Assigned task -
Using the entries that follow, collect the lines where the word "roads" appears.

[Records to use — start]

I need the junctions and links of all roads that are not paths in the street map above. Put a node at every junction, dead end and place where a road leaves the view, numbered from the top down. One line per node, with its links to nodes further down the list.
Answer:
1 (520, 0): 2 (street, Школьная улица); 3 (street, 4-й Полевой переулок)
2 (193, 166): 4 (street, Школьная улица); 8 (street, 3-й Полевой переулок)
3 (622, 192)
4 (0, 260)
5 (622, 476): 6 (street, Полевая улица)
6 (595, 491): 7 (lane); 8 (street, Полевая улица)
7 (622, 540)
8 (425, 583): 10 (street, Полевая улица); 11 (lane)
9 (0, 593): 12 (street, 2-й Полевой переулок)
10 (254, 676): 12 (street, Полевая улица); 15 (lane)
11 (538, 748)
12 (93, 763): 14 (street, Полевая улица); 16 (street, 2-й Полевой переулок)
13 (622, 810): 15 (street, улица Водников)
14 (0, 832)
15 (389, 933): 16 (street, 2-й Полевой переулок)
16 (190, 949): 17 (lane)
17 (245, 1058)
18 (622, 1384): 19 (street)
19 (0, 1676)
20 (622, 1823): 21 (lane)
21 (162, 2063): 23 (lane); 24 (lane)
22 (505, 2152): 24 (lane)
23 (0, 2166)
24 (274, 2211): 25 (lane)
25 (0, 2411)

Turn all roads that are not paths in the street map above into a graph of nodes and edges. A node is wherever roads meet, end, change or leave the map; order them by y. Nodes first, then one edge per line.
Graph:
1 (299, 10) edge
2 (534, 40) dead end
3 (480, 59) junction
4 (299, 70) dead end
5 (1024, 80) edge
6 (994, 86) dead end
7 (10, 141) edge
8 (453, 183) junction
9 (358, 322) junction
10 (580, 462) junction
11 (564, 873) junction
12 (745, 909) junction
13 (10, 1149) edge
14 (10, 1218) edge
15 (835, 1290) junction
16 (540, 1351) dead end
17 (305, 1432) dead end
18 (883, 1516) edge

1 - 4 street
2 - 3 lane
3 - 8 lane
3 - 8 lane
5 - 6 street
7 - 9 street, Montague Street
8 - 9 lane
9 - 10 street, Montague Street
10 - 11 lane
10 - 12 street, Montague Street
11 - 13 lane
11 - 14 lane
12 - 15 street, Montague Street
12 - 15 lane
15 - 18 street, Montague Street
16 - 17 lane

[Records to use — finish]

Solution for this exercise -
I need the junctions and links of all roads that are not paths in the street map above. Put a node at every junction, dead end and place where a road leaves the view, numbered from the top down. One line per node, with its links to nodes further down the list.
Turn all roads that are not paths in the street map above into a graph of nodes and edges. A node is wherever roads meet, end, change or leave the map; order them by y. Nodes first, then one edge per line.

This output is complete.